Mr. Kaplowitz denies that defendants abandoned the closing as claimed by plaintiff. According to Mr. Kaplowitz, plaintiff had a "hard money lender present," but [*6]plaintiff was unable to agree to terms with his lender with respect to the financing of the purchase of the premises. Mr. Kaplowitz attests that defendants were permitted to leave the closing at approximately 2:30 P.M. by Mr. Kirschner due to the lack of progress being made, and that at approximately 3:30 P.M., the title closer was also allowed to leave because it became apparent that the transaction would not conclude that day.
Plaintiff does not deny that at the time of the December 27, 2012 closing, he had not yet decided whether he would finance the purchase or whether he would pay all cash by liquidating his assets and that, at that time, he had not yet liquidated his assets. Mr. Kaplowitz asserts that he had a conference call with plaintiff and Mr. Kirschner at approximately 5:00 P.M. that day, in which several new ways to complete the transaction were raised by plaintiff. Mr. Kirschner then invited Mr. Kaplowitz to come to his office on Monday, December 31, 2013 to close.
On December 28, 2012, plaintiff attempted to renegotiate how and when he would pay for the purchase of the premises. Specifically, plaintiff sought to change the time of the closing on one of the Parcels from on or before December 31, 2012, as stated in the letter of intent, to 30 days after December 31, 2012. A December 28, 2012 e-mail from Mr. Kirschner stated as follows:
"I had an idea which perhaps would work for your client. What if we closed entirely all cash on 1 of the buildings and also tendered 500,000 dollars towards the purchase price of the second building the purchase of which would close within 30 days, this way your clients know that they are done entirely on 1 building and that they have great security to close the second?"
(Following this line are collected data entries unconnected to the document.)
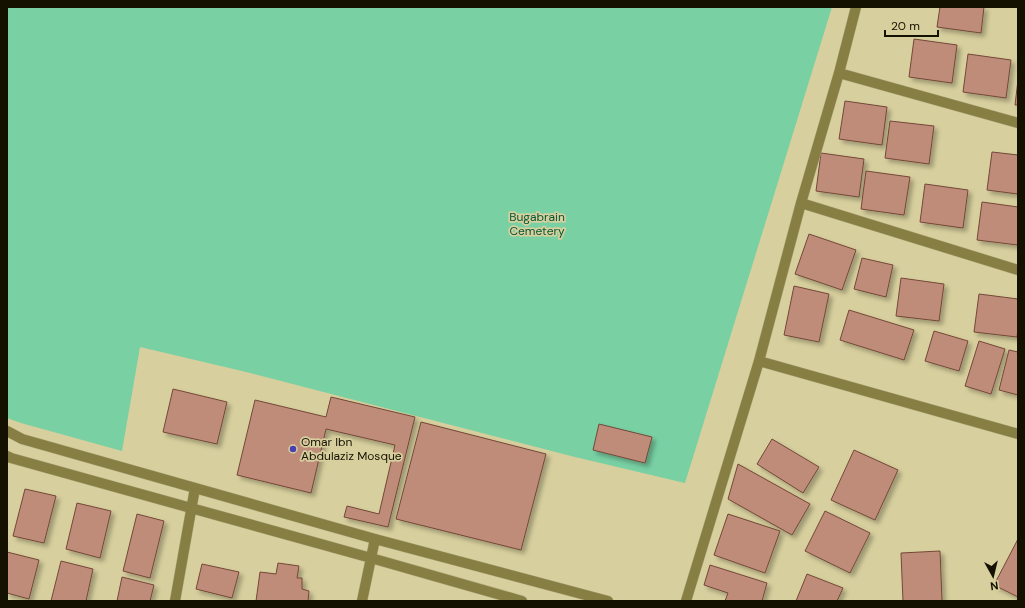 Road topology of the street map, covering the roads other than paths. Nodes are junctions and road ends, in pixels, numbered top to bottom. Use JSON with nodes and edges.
{"nodes":[{"id":1,"x":856,"y":7,"type":"edge"},
{"id":2,"x":838,"y":73,"type":"junction"},
{"id":3,"x":1018,"y":123,"type":"edge"},
{"id":4,"x":801,"y":203,"type":"junction"},
{"id":5,"x":1018,"y":270,"type":"edge"},
{"id":6,"x":759,"y":361,"type":"junction"},
{"id":7,"x":7,"y":431,"type":"edge"},
{"id":8,"x":1018,"y":434,"type":"edge"},
{"id":9,"x":7,"y":456,"type":"edge"},
{"id":10,"x":195,"y":488,"type":"junction"},
{"id":11,"x":192,"y":508,"type":"junction"},
{"id":12,"x":375,"y":539,"type":"junction"},
{"id":13,"x":371,"y":558,"type":"junction"},
{"id":14,"x":175,"y":601,"type":"edge"},
{"id":15,"x":362,"y":601,"type":"edge"},
{"id":16,"x":522,"y":601,"type":"edge"},
{"id":17,"x":608,"y":601,"type":"edge"},
{"id":18,"x":686,"y":601,"type":"edge"}],
"edges":[{"from":1,"to":2,"type":"street"},
{"from":2,"to":3,"type":"street"},
{"from":2,"to":4,"type":"street"},
{"from":4,"to":5,"type":"street"},
{"from":4,"to":6,"type":"street"},
{"from":6,"to":8,"type":"street"},
{"from":6,"to":18,"type":"street"},
{"from":7,"to":10,"type":"street"},
{"from":9,"to":11,"type":"street"},
{"from":10,"to":11,"type":"street"},
{"from":10,"to":12,"type":"street"},
{"from":11,"to":13,"type":"street"},
{"from":11,"to":14,"type":"street"},
{"from":12,"to":13,"type":"street"},
{"from":12,"to":17,"type":"street"},
{"from":13,"to":15,"type":"street"},
{"from":13,"to":16,"type":"street"}]} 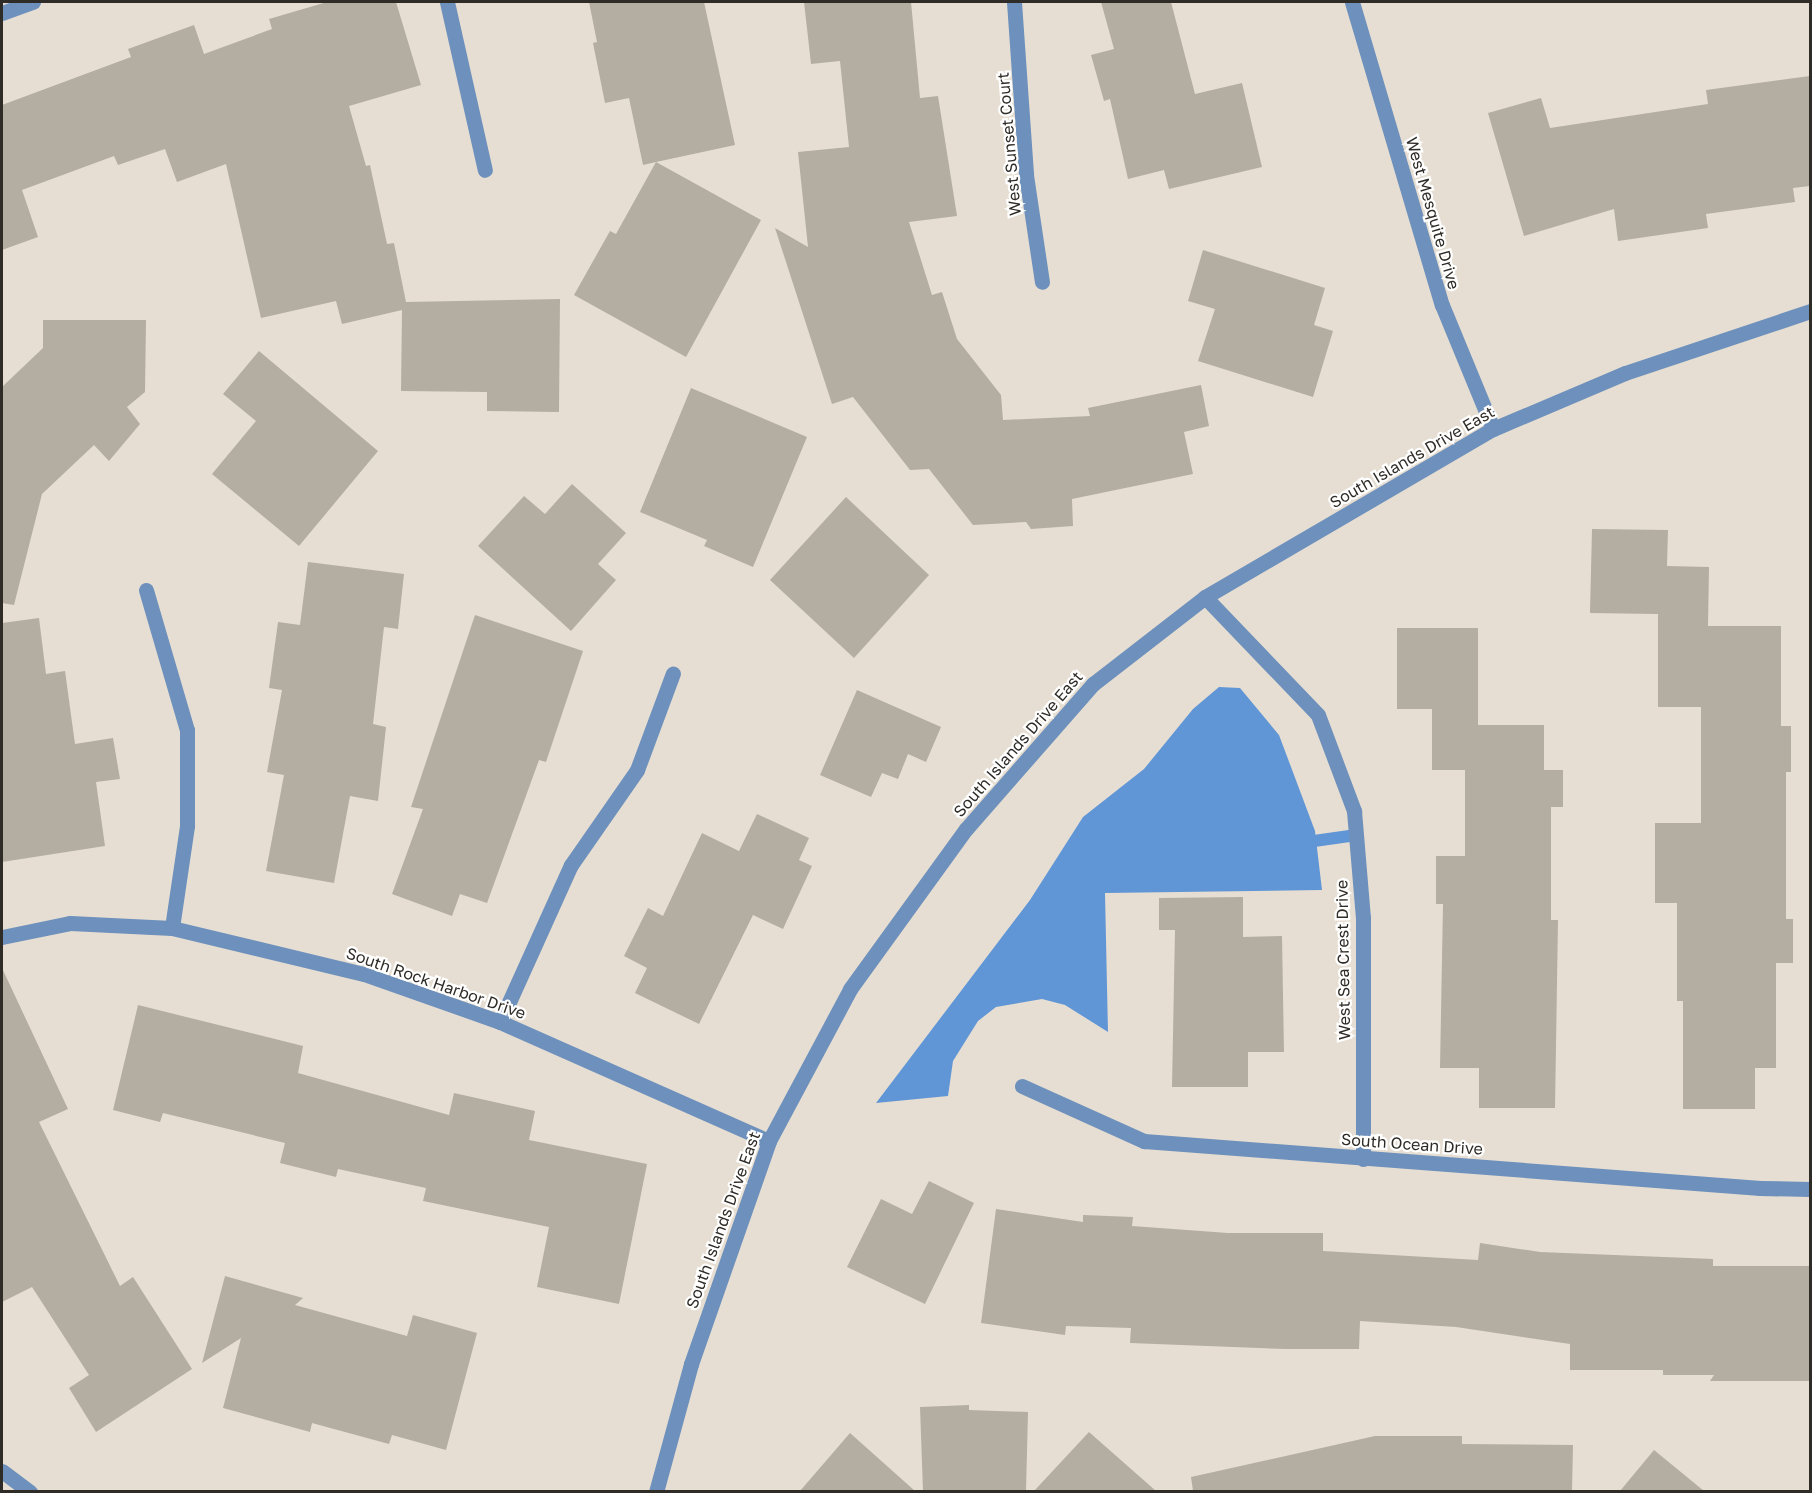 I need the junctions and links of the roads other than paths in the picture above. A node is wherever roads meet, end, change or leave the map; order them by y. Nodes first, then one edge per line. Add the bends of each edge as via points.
1 (33, 2) edge
2 (447, 2) edge
3 (1014, 2) edge
4 (1352, 2) edge
5 (2, 14) edge
6 (485, 170) dead end
7 (1042, 282) dead end
8 (1810, 311) edge
9 (1493, 429) junction
10 (146, 590) dead end
11 (1205, 597) junction
12 (673, 673) dead end
13 (172, 928) junction
14 (2, 937) edge
15 (500, 1022) junction
16 (1022, 1086) dead end
17 (769, 1141) junction
18 (1364, 1159) junction
19 (1810, 1189) edge
20 (2, 1471) edge
21 (30, 1491) edge
22 (656, 1491) edge

1 - 5 street
2 - 6 street
3 - 7 street, West Sunset Court via 1026,175
4 - 9 street, West Mesquite Drive via 1442,305
8 - 9 street, South Islands Drive East via 1625,374
9 - 11 street, South Islands Drive East
10 - 13 street via 187,730 187,826
11 - 17 street, South Islands Drive East via 1093,684 966,829 850,989
11 - 18 street, West Sea Crest Drive via 1318,715 1354,811 1364,918
12 - 15 street via 637,770 572,865
13 - 14 street, South Rock Harbor Drive via 70,923
13 - 15 street, South Rock Harbor Drive via 364,974
15 - 17 street, South Rock Harbor Drive
16 - 18 street, South Ocean Drive via 1144,1141
17 - 22 street, South Islands Drive East via 692,1364
18 - 19 street, South Ocean Drive
20 - 21 street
Plaintiff also attempted to renegotiate the sale price on December 28, 2012 by seeking an additional credit of approximately $50,000 due to an open lead paint violation. Mr. Kaplowitz, by an e-mail dated December 28, 2012, informed Mr. Kirschner as follows:
"Sellers are not going to give a credit for lead paint [as] that was not the deal. If this is a deal breaker, tell me now so I don't waste my Monday in your office. Monday should be about signing the documents and sending me a wire. If this isn't the case, let me know and we can move on."
Plaintiff asserts that he liquidated his certificates of deposit (CDs) at HSBC Bank (HSBC), incurring a $193,000 penalty for early withdrawal, in order to obtain the funds required to close, and that he had $14,000,000 in funds available to him on December 31, 2012. Plaintiff claims that he was only contemplating a hard-money lender for a short-term loan so that he could avoid having to pay these early withdrawal fees. An affirmation by Nataniel Rubinov, the manager of the Boro Park Branch of HSBC, [*7]confirms that plaintiff had access to $14,000,000 throughout the months of November and December 2012, but that these funds were tied up in long-term CDs, which plaintiff could cash in early and incur a penalty. Mr. Rubinov states that plaintiff liquidated his CDs, incurring a $193,000 penalty, and that plaintiff had $14,000,000 in liquid assets ready to be distributed on December 31, 2012.
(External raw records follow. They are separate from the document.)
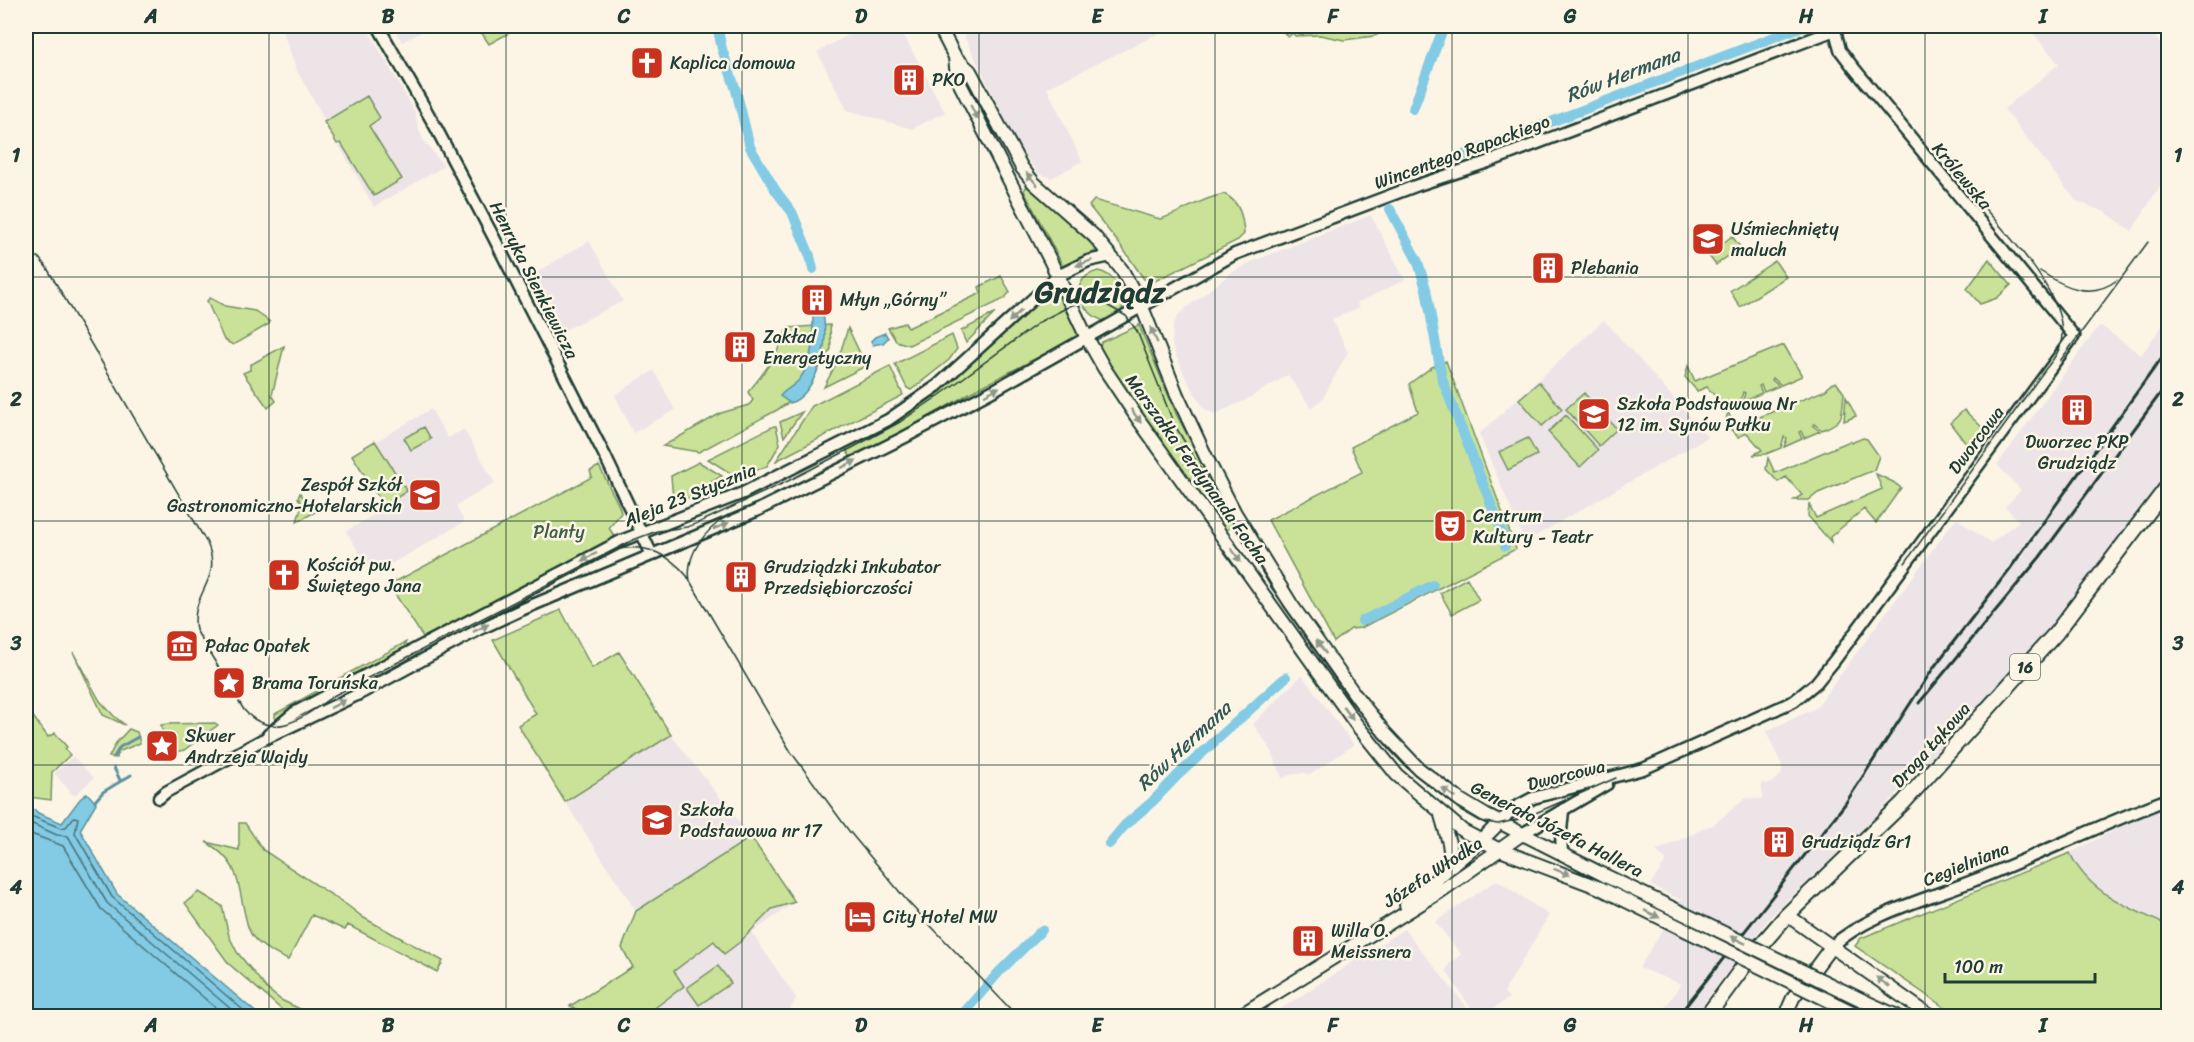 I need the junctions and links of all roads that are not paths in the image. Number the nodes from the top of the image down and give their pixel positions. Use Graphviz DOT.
graph roads {
  1 [pos="378,26"];
  2 [pos="939,26"];
  3 [pos="1835,30"];
  4 [pos="955,57"];
  5 [pos="1111,255"];
  6 [pos="1058,276"];
  7 [pos="1142,307"];
  8 [pos="2074,336"];
  9 [pos="1087,338"];
  10 [pos="2169,486"];
  11 [pos="642,531"];
  12 [pos="652,555"];
  13 [pos="1276,579"];
  14 [pos="1262,591"];
  15 [pos="262,740"];
  16 [pos="1616,778"];
  17 [pos="159,798"];
  18 [pos="2169,798"];
  19 [pos="1563,811"];
  20 [pos="1441,815"];
  21 [pos="1500,822"];
  22 [pos="1522,834"];
  23 [pos="1481,841"];
  24 [pos="1500,850"];
  25 [pos="1562,854"];
  26 [pos="1452,866"];
  27 [pos="1786,915"];
  28 [pos="1362,939"];
  29 [pos="1831,947"];
  30 [pos="1861,1016"];
  31 [pos="1239,1017"];
  32 [pos="1707,1017"];
  33 [pos="1789,1017"];
  34 [pos="1897,1017"];
  35 [pos="1930,1017"];
  1 -- 11 [label="street, Henryka Sienkiewicza"];
  2 -- 4 [label="main road"];
  3 -- 7 [label="street, Wincentego Rapackiego"];
  3 -- 8 [label="street, Królewska"];
  5 -- 4 [label="main road, Marszałka Ferdynanda Focha, one-way"];
  4 -- 6 [label="main road, Marszałka Ferdynanda Focha, one-way"];
  5 -- 6 [label="street, Aleja 23 Stycznia, one-way"];
  5 -- 7 [label="main road, Marszałka Ferdynanda Focha"];
  6 -- 9 [label="main road, Marszałka Ferdynanda Focha"];
  6 -- 11 [label="street, Aleja 23 Stycznia, one-way"];
  7 -- 9 [label="street, Aleja 23 Stycznia"];
  13 -- 7 [label="main road, Marszałka Ferdynanda Focha, one-way"];
  8 -- 16 [label="street, Dworcowa"];
  12 -- 9 [label="street, Aleja 23 Stycznia, one-way"];
  9 -- 14 [label="main road, Marszałka Ferdynanda Focha, one-way"];
  10 -- 27 [label="main road, Droga Łąkowa / 16"];
  11 -- 12 [label="street, Henryka Sienkiewicza"];
  11 -- 15 [label="street, Aleja 23 Stycznia, one-way"];
  15 -- 12 [label="street, Aleja 23 Stycznia, one-way"];
  21 -- 13 [label="main road, Generała Józefa Hallera, one-way"];
  14 -- 20 [label="main road, Generała Józefa Hallera, one-way"];
  15 -- 17 [label="street, Aleja 23 Stycznia"];
  16 -- 19 [label="street, Dworcowa"];
  16 -- 21 [label="street, Dworcowa"];
  18 -- 29 [label="street, Cegielniana"];
  19 -- 22 [label="street, Dworcowa"];
  19 -- 25 [label="street"];
  20 -- 23 [label="main road, Generała Józefa Hallera"];
  20 -- 26 [label="main road"];
  21 -- 22 [label="main road, Generała Józefa Hallera"];
  21 -- 23 [label="main road, Józefa Włodka"];
  22 -- 24 [label="main road, Józefa Włodka"];
  22 -- 25 [label="main road, Generała Józefa Hallera"];
  23 -- 24 [label="main road, Generała Józefa Hallera"];
  23 -- 26 [label="main road, Józefa Włodka"];
  24 -- 28 [label="main road, Józefa Włodka"];
  24 -- 30 [label="main road, Generała Józefa Hallera, one-way, bridge"];
  34 -- 25 [label="main road, Generała Józefa Hallera, one-way, bridge"];
  26 -- 28 [label="main road, Józefa Włodka"];
  27 -- 29 [label="main road"];
  27 -- 32 [label="main road, Droga Łąkowa / 16"];
  28 -- 31 [label="main road, Józefa Włodka"];
  29 -- 33 [label="main road"];
  35 -- 29 [label="main road, one-way"];
}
The parties, however, did not meet for the re-scheduled closing that was to take place on December 31, 2012. Mr. Kaplowitz asserts that he received a telephone call from Mr. Kirschner telling him not to appear because plaintiff was unable to close. Mr. Kirschner claims that he advised Mr. Kaplowitz that the title company was unavailable on December 31, 2012 because it was New Year's Eve, and that it was unable to receive documents or payments on that date. Shaul Greenwald, the president of Riverside Abstract, in an affidavit submitted by him, attests that Riverside Abstract closed early on December 31, 2012 and was not available to receive closing documents or payments on that date.
On January 2, 2012, a check was delivered to Riverside Abstract for $13,950,000 (which plaintiff claims is the full purchase price, as adjusted by defendants' attorney, Mr. Kaplowitz). An e-mail by Mark Pollak of Riverside Abstract stated that he had possession of this check, and he requested to meet with Mr. Kirschner to drop it off and simultaneously pick up the deeds and transfer documents. Mr. Kirschner responded, in an e-mail, that no funds tendered by plaintiff were to be released until such time as he has reviewed what he had received from the sellers and until he authorized the release of the funds.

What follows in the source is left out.